Sonunda sessiz kalmayı seçti. Cevabını bekleyen o asil küçük kızları bozmak istemiyordu.
“Ah… Stephany, kaba olma!” diye azarladı sonunda ve sonra Lara'ya döndü, az önce bunun 'sadece altın' olduğunu mu söyledi, ne kadar zengindi?
“Kardeşin ne iş yapıyor?” diye sordu Lara'ya, konuyu değiştirerek.
“Ah…” Lara bir saniye düşündü…” Gerçekten bilmiyorum. Saygıdeğer kardeşim her zaman evden dışarı çıkıyor ve arada sırada yeni kızlar getiriyor…” Joseph'in kaşlarını çatmasını düşündü, “Ah… Bayan Aria, Horizons Media adında bir şirketi olduğunu söyledi! Yaptıkları yeni filmde görünmemi istiyordu!”
“Ne? Horizons medya mı?” kaşlarını çattı, medya şirketleri hakkında bilgi sahibi değildi ama daha önce Horizons medyayı duymuştu… bir süre önce sponsor oldukları bir partiye davet edilmişti ama buna değmeyeceğini düşündüğü için gitmemişti. Belki de bu bir hataydı?
“Peki ya baban?” diye sordu.
“Saygıdeğer babamız her zaman meşguldür... Aslında bilmiyorum ama çok seyahat ediyor ve çok sayıda karısı var...” dedi, Theodore’un ne iş yaptığı hakkında gerçekten hiçbir fikri yoktu.
“Eşler? Babanızın adı ne?” diye sordu sonunda.
“Ah…” Lara bunu sıradan bir şekilde söylemeye cesaret edemediği için gerginleşti, ama sonunda sınıf arkadaşlarının sorgulayan bakışları altında söyledi. “Saygıdeğer babamın adı Theodore von… Hayır… Theodore White…” victor'un dışarıda sahte ismi kullanmasını söylediğini hatırladıktan sonra kendini düzeltti.

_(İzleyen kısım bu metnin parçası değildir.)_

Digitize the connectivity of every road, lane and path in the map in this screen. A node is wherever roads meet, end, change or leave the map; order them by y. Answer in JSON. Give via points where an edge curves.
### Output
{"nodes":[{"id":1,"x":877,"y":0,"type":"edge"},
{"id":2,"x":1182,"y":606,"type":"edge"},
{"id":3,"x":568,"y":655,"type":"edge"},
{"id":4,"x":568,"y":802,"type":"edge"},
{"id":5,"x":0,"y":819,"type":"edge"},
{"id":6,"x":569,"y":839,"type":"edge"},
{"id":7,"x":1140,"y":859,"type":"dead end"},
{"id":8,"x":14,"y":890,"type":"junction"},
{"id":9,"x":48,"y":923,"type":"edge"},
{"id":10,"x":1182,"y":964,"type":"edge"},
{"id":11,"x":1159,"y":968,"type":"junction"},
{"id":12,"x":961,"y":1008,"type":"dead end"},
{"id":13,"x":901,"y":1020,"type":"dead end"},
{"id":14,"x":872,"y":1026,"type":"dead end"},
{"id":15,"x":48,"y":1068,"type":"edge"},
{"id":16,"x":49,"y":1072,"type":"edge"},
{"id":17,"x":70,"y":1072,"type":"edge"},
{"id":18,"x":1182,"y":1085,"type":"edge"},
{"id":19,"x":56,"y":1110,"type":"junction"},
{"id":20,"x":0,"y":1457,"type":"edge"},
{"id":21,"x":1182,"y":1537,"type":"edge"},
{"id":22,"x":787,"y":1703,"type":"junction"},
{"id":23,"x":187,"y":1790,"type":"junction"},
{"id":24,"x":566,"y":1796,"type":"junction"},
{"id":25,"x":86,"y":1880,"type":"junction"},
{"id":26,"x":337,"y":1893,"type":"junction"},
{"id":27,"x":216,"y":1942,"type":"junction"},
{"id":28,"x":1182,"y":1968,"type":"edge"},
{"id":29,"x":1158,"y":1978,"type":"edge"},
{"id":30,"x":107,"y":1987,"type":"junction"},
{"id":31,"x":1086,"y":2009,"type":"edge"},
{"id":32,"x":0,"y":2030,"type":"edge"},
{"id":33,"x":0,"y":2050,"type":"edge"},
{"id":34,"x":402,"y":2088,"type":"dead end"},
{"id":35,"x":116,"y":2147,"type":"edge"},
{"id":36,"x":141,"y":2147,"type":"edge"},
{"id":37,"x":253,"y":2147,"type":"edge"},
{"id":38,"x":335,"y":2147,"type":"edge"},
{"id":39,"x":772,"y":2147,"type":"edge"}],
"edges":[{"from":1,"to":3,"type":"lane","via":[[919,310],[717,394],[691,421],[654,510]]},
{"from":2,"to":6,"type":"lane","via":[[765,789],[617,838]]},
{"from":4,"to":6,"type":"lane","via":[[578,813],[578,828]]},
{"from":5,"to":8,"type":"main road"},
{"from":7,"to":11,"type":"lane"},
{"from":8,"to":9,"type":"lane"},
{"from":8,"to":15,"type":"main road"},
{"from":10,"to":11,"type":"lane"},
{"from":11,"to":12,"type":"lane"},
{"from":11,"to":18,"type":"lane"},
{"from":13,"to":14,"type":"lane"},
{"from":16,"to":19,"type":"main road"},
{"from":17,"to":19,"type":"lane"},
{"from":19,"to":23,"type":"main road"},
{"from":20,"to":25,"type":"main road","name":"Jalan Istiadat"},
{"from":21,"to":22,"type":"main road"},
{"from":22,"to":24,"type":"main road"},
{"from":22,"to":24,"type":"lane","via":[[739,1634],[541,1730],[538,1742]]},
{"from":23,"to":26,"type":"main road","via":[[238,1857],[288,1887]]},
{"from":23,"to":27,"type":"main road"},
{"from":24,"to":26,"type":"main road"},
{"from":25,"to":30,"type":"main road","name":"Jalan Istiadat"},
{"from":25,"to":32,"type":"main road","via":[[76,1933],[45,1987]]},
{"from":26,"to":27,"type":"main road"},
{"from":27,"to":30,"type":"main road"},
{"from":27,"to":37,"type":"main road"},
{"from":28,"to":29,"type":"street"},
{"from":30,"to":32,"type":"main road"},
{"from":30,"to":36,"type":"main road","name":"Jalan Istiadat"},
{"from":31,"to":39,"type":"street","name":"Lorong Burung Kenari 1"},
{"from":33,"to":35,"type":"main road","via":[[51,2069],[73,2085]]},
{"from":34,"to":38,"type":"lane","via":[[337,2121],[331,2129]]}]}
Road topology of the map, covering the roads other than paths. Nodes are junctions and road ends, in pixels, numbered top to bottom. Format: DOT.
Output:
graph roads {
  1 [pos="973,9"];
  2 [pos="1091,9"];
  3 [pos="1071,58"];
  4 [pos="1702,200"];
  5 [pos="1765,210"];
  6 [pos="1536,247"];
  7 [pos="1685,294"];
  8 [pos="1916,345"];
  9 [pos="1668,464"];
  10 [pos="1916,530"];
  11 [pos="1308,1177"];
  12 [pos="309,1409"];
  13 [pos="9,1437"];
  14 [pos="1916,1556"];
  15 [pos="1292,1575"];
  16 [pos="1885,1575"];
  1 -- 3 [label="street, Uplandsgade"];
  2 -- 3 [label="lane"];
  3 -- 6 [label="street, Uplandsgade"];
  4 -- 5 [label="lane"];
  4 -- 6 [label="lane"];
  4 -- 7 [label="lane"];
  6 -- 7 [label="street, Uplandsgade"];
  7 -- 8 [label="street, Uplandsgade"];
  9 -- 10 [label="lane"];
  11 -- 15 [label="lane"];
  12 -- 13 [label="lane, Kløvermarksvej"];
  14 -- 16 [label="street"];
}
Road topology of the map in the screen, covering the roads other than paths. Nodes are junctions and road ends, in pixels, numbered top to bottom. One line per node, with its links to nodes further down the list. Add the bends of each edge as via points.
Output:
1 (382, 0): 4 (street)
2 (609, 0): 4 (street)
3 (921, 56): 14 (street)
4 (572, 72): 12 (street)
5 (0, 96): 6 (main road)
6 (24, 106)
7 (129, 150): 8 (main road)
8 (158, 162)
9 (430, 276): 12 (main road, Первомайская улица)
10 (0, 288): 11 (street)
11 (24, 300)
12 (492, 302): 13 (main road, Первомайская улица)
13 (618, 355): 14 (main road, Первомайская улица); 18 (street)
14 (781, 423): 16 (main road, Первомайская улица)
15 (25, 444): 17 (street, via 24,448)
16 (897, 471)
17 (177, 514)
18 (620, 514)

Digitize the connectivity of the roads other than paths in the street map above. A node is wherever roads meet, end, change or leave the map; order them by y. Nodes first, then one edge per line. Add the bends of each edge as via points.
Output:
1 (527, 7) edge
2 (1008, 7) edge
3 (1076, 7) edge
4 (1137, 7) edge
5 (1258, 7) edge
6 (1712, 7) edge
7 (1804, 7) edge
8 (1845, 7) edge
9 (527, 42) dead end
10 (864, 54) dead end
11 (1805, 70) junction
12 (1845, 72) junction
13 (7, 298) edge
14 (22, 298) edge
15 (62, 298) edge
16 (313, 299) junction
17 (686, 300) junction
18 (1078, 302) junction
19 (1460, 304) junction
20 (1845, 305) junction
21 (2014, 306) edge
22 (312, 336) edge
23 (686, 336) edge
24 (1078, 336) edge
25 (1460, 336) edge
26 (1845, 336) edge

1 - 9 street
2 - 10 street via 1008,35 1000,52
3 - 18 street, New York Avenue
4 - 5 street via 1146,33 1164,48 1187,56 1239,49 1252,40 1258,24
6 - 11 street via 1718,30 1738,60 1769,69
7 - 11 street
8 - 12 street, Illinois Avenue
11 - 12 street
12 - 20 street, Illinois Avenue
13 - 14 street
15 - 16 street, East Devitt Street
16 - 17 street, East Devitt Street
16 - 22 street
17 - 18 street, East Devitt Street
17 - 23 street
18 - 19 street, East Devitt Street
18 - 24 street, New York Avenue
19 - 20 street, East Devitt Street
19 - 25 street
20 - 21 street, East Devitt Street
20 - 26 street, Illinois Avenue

“Hsssssssssssssss” Joseph soluk soluğa kaldı, Theodore White tanıdığı bir isimdi… LANET OLSUN
Hızla pencereye yöneldi ve dışarı baktı. Kesinlikle oradaydılar, içlerinde iri yarı adamların beklediği 3 siyah White-Stead minibüsü… Kahretsin, züppe kızının zorbalık etmeyi planladığı kız White ailesinden bir prensesti. Bu çok yakındı. Neredeyse kafasını kaybedecekti!
“Ah… Babanı duydum… Harika bir iş adamıdır” dedi titreyen bacaklarını sakinleştirmeye çalışırken geri dönerken… “Ama… Küçük kız, servetini böyle gösteriş yaparak ortalıkta dolaşmamalısın… Bu dünyada kötü insanlar var!” Lara'ya doğru yürürken sakince tavsiyede bulundu ve ona altın yumurtasını geri verdi, sonra da dikkatlice küçük başını okşadı. Hayatı daha önemliydi.
“Baba! Ama…” Babasının böyle davranacağını tahmin etmeyen Stephany bir şeyler söylemek istedi ama sadece aptal kafasının arkasına bir şaplak yedi.
“Stephany. Lara gerçekten iyi bir kız, asla yalan söylemez!” diye azarladı, “Bundan sonra iyi arkadaş olacaksınız! Şimdi ondan özür dile!” diye emretti. Aptal kızı gerçekten Lara ile arkadaş olmayı başarsaydı altın bulmuş olurdu!… Hayır, Lara'nın dediği gibi, altın o kadar da değerli değildi. O zaman, ne bulmuş olurdu?… Hızla telefonunu çıkardı ve kızı Lara'ya doğru dönerken değerli metallerin fiyatlarını kontrol etmeye başladı.
“… Üzgünüm…” diye tükürdü Stephney isteksizce. Züppe babasına itaatsizlik etmeye cesaret edemedi.
“Sorun değil!” dedi Lara tatlı bir gülümsemeyle. O asla kin tutmadı, annesi ona bunu öğretti!
“Kardeşin gerçekten Horizons medyasının başkanı mı?” Şimdiye kadar sessiz kalan bir diğer kız, gözlerinde yıldızlar parıldarken sordu. Filmler hakkında bilgiliydi.
“Evet! En son Bayan Mira Elven'le birlikteydi ve onu sevgili annesine kız arkadaşı olarak tanıttı!” dedi ve kızların nefesini tuttu. Sonunda Lara'nın sevgili kardeşinin gerçekten büyük bir adam olduğunu anladılar. Hepsi Mira'yı tanıyor ve seviyorlardı.
“Gerçekten mi? Gerçeği mi söylüyorsun?” diye sordu Stephany şüpheyle. Yenilgisini kabul etmek istemiyordu.
“Evet!” Lara başını salladı ve telefonunu çıkarıp o gün Mira ile çektirdiği selfieleri arkadaşlarına göstermeye başladı.
Jacob sessizce başını salladı ve telefona şöyle bir baktı… bekle!
“Hssssss,” diye soludu, “Bayan. Lara… O mor saçlı genç…?” diye sordu aniden.
“Ah… O benim saygıdeğer kardeşim! O tüm dünyanın en havalısı!” dedi Lara gururla, arkadaki El başını sallarken.
“Çok yakışıklı…” Stephany, victor'un fotoğrafına bakarken tamamen büyülenmiş bir şekilde söyledi. Sonunda kabul etti!
O adam çok ateşliydi! Lara'nın bundan sonra yengesi olacağına karar vermişti!
“…” Jacob şaşkınlık içinde öylece duruyordu… Bu adam son zamanlarda haberlerde olan sapık büyükannenin oğlu değil miydi?